Kurage Theatre’s innovative theatre show is a song, dance and drama spectacular. The children in the audience are enthralled by an explosion of colour and movement.
It will help children make connections between colour, shape, movement and emotion; and enhance their wonder about the world and all its hues.
Colors’ ingenious conceit is to bring each colour of an artist’s palette – red, green, blue, black and yellow – to life. Each presents its own big showbiz routine as they jostle for the top position of being the artist’s most important pigment. Red is fiery and dangerous; Green is full of life and nature; Black looks like a Neil Gaiman villain in top hat and frilly coat; Blue is slower, calmer, aquatic; and Yellow is simply shiny and sunny.
Each colour is flanked by an elaborate retinue of fellow performers. Green is joined by dancers dressed, respectively, as a pea-pod, a grasshopper and a leaf, who all gyrate to a big, brassy soundtrack, whilst another, who is dressed as a frog, break-dances. Yellow is abetted by a constellation of rollerblading suns, who themselves have suns for hands. Lavish does not quite cover it.
The children in the audience find the sound and spectacle utterly absorbing, all happily clapping and singing along. There are games, questions and puzzles too – usually delivered by the artist, who probes us for summaries of what has happened; tests our knowledge of the objects explored and asks us to identify various silhouetted shapes.
As well as being educative, Colors is also didactic. That all colours are equally important demonstrates a moral message that is made repeatedly and explicitly: we are all equal and should learn to work in harmony. This would have been supported further by a bigger routine at the show’s conclusion that included all of the colours. As it is, their joint number is much smaller and less impressive than the tours-de-force of the individual colours’ separate routines.

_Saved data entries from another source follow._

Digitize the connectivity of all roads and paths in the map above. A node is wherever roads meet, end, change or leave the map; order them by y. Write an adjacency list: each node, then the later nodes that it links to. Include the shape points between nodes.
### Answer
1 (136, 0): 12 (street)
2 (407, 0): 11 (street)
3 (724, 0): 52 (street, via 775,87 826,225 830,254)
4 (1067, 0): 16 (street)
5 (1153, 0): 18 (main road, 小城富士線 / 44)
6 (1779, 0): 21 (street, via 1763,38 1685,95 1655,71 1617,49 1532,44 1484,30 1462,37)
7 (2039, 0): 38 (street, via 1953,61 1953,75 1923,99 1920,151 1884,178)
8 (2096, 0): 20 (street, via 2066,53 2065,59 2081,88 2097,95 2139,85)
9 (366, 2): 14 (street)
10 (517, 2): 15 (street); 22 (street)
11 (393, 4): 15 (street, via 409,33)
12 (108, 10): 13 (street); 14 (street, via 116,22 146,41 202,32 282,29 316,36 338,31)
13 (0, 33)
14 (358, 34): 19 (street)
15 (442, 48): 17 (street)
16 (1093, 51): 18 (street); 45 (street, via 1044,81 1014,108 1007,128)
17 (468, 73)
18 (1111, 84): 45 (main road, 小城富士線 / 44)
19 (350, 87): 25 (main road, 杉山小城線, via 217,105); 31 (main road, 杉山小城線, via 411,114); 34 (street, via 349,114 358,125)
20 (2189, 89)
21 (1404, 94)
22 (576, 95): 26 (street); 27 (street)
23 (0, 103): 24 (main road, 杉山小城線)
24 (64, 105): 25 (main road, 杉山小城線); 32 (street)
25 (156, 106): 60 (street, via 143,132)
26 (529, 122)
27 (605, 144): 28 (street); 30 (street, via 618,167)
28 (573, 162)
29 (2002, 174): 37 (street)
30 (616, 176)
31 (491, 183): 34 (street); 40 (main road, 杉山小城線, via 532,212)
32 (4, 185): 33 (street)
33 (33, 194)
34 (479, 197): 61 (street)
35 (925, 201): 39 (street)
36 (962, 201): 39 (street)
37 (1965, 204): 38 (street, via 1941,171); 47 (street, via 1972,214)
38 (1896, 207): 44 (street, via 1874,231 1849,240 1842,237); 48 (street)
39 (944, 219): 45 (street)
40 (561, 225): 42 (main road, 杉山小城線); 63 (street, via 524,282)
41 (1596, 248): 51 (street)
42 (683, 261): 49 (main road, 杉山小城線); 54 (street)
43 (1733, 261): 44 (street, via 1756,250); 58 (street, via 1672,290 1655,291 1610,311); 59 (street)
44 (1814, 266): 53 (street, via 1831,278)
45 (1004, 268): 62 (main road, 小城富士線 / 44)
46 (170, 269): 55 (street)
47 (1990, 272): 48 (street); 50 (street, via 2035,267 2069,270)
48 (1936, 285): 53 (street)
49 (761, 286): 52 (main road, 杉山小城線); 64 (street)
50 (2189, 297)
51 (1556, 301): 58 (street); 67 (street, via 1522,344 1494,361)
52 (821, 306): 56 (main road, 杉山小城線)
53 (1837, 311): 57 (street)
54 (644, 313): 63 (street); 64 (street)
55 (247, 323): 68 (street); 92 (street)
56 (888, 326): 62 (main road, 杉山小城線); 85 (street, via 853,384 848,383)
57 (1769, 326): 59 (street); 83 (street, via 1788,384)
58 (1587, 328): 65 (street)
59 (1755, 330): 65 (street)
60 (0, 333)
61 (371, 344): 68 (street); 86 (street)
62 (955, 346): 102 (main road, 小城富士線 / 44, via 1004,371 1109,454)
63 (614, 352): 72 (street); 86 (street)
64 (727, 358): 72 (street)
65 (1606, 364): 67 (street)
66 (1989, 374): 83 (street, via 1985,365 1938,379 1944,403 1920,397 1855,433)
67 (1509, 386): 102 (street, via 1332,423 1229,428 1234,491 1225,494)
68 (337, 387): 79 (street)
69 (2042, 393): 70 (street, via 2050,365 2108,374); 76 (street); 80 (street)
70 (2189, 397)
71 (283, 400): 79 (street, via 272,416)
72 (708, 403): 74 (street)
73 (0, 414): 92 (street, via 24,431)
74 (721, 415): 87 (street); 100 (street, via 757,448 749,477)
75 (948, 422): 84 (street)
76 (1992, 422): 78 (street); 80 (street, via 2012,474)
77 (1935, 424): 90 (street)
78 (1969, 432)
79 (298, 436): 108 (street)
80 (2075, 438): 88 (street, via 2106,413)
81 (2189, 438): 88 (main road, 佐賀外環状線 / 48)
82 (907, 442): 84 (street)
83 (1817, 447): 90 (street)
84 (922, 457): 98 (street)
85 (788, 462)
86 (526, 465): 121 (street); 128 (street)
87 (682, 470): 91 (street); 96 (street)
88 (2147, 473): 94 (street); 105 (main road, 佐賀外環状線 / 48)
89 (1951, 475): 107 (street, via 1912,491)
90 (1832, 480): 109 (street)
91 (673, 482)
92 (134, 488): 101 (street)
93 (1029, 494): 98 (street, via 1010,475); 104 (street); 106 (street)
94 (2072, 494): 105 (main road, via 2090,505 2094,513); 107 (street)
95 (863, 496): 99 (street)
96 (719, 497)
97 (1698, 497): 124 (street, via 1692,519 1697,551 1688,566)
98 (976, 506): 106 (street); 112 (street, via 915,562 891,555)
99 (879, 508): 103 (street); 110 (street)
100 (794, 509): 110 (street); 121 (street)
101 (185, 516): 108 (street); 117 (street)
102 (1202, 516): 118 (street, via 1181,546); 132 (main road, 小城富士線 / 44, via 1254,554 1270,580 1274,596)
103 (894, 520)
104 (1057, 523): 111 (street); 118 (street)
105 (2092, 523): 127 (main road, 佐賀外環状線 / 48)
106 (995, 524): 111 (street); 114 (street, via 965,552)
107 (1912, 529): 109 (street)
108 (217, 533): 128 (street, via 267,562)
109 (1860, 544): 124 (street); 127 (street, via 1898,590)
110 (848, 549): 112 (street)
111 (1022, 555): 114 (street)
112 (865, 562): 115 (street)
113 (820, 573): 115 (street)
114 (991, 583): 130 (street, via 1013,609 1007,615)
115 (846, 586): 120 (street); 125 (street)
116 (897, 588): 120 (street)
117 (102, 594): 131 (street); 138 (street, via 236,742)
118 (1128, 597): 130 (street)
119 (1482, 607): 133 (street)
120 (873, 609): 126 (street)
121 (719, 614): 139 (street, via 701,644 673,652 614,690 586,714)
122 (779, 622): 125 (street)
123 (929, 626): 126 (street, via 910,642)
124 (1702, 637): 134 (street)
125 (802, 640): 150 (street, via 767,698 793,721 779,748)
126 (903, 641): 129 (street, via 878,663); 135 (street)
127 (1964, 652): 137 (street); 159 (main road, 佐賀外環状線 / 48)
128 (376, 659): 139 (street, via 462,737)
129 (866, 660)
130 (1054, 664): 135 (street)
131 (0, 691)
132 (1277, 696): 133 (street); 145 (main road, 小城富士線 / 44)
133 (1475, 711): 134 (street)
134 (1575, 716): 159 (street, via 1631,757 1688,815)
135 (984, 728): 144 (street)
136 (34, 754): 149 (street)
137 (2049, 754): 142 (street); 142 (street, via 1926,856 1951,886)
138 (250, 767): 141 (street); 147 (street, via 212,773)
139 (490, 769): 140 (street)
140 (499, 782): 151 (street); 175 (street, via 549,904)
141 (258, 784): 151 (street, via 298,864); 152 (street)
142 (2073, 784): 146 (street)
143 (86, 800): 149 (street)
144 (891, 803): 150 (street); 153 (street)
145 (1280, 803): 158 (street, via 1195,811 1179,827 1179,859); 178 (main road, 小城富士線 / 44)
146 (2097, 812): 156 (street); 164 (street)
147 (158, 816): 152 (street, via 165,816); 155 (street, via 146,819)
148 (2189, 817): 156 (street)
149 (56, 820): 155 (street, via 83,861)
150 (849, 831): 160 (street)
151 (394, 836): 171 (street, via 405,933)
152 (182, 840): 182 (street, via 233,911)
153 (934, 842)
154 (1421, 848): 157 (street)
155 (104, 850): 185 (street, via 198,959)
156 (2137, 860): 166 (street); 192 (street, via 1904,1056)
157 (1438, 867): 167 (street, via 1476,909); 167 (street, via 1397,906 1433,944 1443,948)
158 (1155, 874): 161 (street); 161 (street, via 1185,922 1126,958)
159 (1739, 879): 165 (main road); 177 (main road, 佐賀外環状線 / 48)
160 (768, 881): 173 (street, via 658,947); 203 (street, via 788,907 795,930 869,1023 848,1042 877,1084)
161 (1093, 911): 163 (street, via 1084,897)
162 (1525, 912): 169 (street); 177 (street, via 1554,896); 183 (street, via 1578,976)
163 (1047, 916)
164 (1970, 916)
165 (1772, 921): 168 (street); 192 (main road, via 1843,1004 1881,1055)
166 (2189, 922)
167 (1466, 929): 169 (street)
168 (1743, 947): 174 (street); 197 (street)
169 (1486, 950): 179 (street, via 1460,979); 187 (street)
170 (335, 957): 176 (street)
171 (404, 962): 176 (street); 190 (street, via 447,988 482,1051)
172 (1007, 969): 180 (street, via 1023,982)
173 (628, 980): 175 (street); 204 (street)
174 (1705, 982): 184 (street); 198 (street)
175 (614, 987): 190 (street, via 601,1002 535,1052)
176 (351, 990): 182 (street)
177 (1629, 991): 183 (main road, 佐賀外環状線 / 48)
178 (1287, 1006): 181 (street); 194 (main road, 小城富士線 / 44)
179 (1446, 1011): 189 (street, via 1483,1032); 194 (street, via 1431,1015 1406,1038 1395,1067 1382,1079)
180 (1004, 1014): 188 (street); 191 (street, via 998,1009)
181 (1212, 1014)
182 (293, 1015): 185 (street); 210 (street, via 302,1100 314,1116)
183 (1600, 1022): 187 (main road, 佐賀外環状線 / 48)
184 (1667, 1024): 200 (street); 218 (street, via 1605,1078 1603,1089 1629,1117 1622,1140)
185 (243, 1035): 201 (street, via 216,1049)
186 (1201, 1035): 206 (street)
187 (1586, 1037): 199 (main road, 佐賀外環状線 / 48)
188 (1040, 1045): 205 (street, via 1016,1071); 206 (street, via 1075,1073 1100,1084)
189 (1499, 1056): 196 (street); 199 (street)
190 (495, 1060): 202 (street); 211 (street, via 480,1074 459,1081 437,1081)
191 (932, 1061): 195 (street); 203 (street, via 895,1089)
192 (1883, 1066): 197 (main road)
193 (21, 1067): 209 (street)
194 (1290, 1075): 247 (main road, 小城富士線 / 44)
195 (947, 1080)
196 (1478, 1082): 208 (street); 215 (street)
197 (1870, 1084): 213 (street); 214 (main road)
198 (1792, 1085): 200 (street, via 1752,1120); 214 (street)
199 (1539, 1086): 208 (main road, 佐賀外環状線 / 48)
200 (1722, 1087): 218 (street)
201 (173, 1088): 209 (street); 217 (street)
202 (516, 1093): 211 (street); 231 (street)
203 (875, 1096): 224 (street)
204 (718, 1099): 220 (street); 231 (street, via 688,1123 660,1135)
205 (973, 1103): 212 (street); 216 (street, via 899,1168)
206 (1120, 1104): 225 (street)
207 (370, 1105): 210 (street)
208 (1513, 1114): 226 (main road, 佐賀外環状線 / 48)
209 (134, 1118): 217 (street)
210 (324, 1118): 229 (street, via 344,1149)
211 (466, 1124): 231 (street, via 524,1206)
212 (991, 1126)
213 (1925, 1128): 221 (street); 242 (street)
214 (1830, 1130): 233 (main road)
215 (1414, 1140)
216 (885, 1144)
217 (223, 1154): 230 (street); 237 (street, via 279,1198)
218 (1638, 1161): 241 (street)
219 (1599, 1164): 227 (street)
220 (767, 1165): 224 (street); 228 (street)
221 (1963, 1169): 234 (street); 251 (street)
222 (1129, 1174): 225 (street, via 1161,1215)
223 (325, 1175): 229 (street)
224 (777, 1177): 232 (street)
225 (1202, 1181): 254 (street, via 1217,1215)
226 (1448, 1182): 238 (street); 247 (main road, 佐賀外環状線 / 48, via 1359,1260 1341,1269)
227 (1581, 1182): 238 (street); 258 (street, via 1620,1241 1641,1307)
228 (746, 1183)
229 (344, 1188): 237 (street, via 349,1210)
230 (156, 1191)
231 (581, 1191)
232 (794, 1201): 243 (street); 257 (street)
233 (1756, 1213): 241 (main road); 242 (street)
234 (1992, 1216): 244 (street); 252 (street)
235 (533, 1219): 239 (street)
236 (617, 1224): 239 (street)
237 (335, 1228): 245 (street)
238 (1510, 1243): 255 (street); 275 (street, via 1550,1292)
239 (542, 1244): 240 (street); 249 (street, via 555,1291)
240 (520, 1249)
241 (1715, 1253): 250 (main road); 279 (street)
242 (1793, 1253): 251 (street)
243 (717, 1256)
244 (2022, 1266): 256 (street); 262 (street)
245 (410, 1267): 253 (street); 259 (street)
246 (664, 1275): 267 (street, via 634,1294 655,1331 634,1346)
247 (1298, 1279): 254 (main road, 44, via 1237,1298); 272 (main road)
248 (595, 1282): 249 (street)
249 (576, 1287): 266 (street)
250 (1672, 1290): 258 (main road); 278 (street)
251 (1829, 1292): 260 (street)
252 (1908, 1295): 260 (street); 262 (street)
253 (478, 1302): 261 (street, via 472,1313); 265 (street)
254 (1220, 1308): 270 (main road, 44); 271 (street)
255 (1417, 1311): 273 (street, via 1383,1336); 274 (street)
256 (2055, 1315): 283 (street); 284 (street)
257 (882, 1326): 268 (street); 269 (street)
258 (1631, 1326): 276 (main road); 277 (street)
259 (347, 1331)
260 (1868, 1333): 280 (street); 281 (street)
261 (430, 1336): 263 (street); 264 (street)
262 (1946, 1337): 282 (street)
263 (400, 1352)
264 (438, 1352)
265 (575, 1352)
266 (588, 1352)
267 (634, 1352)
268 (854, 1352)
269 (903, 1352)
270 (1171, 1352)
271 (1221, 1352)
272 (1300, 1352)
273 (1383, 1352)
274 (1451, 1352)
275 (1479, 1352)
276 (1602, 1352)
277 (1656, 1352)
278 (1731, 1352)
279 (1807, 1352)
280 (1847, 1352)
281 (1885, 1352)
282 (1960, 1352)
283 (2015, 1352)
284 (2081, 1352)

The show’s message of equality is also undermined somewhat by the play’s gender roles: the colours, who are all female, are initially rebellious. When their male artist waves his magic wand-like paint brush they become giggly, girly and more classically feminine; and are brought immediately to heel. A plodding storytelling segment towards the end, which has the children fidgeting in their seats, further prevents it from reaching the perfection to which it admirably strives.
Still, Colors is undoubtedly impressive. It will help children make connections between colour, shape, movement and emotion; and enhance their wonder about the world and all its hues.